▶ About this exercise
Among the records, which lines hold the word "Triunfo"? Pick them out.
== Segment start ==
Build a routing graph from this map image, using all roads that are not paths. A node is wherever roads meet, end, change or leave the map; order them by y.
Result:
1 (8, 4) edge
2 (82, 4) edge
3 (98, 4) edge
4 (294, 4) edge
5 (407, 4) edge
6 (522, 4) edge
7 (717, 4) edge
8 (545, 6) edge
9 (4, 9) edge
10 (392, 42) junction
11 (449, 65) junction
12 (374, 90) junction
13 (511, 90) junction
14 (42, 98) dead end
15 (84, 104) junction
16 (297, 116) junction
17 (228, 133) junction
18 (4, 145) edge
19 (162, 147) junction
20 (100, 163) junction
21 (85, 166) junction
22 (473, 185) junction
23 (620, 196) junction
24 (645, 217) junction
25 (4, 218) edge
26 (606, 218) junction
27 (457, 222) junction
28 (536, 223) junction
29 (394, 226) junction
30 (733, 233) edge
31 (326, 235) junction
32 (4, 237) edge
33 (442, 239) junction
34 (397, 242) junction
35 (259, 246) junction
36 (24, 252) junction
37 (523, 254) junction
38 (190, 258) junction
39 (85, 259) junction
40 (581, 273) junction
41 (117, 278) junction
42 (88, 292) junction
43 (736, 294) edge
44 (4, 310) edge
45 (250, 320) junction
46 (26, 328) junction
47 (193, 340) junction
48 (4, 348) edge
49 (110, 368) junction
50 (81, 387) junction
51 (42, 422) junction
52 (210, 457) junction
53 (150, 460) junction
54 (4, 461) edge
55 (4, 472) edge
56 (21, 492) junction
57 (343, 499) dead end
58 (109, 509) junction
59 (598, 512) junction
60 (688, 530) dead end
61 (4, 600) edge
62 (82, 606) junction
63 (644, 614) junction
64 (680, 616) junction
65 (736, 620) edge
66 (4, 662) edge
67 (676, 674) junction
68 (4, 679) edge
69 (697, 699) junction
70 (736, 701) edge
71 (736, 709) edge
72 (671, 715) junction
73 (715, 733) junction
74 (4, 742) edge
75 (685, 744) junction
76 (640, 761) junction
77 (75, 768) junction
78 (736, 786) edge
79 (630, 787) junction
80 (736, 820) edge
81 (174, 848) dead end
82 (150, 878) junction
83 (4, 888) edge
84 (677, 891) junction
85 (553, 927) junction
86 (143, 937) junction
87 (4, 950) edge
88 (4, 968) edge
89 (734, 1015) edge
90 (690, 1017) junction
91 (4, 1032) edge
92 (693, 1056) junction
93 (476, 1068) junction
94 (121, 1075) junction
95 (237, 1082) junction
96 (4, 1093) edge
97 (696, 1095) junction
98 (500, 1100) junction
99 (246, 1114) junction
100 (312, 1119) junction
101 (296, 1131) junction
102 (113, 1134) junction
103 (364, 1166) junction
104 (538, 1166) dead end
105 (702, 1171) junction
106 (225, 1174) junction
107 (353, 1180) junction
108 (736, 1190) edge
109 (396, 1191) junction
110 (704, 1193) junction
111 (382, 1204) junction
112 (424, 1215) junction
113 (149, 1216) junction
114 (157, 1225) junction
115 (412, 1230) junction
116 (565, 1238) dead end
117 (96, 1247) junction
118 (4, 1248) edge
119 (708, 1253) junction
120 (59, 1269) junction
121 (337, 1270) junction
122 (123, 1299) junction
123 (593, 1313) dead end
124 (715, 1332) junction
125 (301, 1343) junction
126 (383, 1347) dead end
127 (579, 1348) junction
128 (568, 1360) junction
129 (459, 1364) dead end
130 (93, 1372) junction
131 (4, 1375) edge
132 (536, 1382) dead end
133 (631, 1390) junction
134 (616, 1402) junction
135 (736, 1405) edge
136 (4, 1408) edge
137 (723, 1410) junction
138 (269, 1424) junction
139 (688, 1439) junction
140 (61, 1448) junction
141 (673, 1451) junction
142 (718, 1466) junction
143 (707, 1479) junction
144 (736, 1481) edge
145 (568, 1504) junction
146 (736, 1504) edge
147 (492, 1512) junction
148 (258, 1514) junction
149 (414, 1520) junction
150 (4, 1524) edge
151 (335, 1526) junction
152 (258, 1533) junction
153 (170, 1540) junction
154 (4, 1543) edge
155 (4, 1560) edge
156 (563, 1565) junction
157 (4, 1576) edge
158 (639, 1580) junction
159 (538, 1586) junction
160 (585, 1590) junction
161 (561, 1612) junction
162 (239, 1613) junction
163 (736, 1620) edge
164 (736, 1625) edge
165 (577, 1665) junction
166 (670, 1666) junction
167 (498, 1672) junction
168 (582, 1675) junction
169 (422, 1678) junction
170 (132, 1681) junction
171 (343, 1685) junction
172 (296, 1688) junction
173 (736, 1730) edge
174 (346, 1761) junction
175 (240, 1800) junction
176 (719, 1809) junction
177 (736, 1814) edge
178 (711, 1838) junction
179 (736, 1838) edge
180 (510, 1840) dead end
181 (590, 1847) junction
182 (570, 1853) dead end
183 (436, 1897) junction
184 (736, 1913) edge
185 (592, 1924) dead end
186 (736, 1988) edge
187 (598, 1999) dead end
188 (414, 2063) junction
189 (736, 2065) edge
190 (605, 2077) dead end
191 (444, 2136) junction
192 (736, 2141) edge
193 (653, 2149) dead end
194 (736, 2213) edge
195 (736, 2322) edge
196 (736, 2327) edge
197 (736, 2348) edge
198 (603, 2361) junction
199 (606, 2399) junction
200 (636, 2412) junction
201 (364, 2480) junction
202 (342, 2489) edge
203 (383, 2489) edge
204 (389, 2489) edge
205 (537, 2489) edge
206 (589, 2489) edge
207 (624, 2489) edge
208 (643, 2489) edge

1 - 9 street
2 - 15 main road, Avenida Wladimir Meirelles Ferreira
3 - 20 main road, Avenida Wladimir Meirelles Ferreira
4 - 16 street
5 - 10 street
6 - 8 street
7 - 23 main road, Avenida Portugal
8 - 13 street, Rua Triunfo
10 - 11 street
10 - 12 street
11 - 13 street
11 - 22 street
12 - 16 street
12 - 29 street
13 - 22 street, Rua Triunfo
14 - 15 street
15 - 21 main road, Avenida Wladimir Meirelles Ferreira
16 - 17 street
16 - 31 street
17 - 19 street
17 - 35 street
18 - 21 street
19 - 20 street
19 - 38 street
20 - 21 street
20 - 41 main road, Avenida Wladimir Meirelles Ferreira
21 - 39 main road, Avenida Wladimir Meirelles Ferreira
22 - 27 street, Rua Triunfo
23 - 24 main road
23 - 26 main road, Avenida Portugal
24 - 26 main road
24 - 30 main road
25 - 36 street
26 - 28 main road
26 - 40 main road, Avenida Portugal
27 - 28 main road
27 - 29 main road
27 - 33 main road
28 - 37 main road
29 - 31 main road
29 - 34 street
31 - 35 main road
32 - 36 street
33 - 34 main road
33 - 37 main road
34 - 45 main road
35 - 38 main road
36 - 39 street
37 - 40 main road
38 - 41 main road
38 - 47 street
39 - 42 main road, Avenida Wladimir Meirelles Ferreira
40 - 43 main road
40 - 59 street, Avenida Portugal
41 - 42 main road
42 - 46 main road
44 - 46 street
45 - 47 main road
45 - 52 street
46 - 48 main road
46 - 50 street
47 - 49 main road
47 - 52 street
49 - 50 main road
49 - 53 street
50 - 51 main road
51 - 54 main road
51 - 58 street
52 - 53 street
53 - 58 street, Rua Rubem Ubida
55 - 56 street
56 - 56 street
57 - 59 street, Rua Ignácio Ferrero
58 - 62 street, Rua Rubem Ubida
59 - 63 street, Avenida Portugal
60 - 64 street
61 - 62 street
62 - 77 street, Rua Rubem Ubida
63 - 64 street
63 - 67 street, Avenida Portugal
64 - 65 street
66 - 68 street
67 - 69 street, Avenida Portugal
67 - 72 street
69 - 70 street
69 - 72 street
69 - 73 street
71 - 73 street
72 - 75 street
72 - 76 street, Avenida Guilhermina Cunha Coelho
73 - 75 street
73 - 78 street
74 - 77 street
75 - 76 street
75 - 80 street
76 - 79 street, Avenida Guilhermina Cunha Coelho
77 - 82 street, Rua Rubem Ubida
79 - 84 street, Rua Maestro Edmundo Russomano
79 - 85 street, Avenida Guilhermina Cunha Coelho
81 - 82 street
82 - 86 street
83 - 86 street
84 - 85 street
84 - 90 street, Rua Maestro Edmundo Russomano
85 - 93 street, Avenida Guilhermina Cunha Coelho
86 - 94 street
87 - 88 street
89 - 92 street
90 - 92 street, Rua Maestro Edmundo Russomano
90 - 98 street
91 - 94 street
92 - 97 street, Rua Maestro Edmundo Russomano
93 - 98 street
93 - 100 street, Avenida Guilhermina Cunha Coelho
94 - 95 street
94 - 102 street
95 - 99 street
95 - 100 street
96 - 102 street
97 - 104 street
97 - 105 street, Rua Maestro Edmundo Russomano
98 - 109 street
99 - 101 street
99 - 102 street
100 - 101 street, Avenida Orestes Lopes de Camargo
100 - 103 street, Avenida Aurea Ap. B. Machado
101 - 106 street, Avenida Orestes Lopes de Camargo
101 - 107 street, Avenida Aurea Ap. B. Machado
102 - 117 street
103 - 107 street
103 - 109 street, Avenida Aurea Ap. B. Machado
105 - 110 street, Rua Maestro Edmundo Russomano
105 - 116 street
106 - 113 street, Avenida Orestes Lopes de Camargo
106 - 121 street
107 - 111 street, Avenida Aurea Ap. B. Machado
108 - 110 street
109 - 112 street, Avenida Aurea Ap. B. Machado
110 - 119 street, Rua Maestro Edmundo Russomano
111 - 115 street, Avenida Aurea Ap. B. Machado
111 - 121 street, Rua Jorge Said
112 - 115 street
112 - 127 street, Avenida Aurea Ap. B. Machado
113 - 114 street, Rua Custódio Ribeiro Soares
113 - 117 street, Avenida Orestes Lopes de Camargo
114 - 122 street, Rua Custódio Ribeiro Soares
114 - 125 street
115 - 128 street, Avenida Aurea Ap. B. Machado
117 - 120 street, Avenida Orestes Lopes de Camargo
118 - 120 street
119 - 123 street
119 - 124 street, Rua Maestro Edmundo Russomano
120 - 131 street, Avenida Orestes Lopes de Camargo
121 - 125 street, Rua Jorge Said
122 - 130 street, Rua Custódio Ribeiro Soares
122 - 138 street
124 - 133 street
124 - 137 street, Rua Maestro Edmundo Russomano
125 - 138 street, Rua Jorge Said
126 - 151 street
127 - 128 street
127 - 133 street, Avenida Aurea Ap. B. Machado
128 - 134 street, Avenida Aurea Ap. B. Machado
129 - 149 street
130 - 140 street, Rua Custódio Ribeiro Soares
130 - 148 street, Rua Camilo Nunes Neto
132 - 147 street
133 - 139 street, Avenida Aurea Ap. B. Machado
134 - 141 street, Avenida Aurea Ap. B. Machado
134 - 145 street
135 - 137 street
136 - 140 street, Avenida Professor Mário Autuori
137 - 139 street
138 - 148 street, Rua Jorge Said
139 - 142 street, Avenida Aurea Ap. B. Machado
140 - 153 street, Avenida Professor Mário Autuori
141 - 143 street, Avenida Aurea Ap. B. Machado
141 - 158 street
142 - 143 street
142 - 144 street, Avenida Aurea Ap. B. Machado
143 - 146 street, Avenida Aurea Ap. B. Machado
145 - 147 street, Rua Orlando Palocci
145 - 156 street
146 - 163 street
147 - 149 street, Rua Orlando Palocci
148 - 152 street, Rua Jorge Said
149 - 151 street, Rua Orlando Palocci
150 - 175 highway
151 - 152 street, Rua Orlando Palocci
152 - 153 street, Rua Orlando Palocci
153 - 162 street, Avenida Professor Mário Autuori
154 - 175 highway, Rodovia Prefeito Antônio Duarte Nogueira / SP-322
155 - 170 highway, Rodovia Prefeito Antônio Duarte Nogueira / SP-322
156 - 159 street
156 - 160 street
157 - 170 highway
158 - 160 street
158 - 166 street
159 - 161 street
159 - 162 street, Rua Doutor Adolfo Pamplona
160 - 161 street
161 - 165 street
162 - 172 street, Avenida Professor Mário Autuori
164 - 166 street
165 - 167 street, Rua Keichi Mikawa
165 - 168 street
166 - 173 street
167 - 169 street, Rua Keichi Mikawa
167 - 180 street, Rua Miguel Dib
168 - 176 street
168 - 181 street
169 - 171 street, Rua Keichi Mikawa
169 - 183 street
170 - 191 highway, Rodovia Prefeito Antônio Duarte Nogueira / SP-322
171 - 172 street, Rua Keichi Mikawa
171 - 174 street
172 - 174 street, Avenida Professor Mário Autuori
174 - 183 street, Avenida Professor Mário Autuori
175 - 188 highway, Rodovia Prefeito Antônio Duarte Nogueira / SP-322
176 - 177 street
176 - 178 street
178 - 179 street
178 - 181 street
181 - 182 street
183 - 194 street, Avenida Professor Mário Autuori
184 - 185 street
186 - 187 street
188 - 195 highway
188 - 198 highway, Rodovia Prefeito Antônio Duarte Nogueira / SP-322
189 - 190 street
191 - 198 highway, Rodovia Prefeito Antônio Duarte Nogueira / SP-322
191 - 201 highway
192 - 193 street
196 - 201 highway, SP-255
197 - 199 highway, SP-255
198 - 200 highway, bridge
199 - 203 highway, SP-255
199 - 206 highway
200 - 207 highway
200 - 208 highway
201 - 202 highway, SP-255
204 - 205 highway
== Segment end ==
▶ Answer below
8 - 13 street, Rua Triunfo
13 - 22 street, Rua Triunfo
22 - 27 street, Rua Triunfo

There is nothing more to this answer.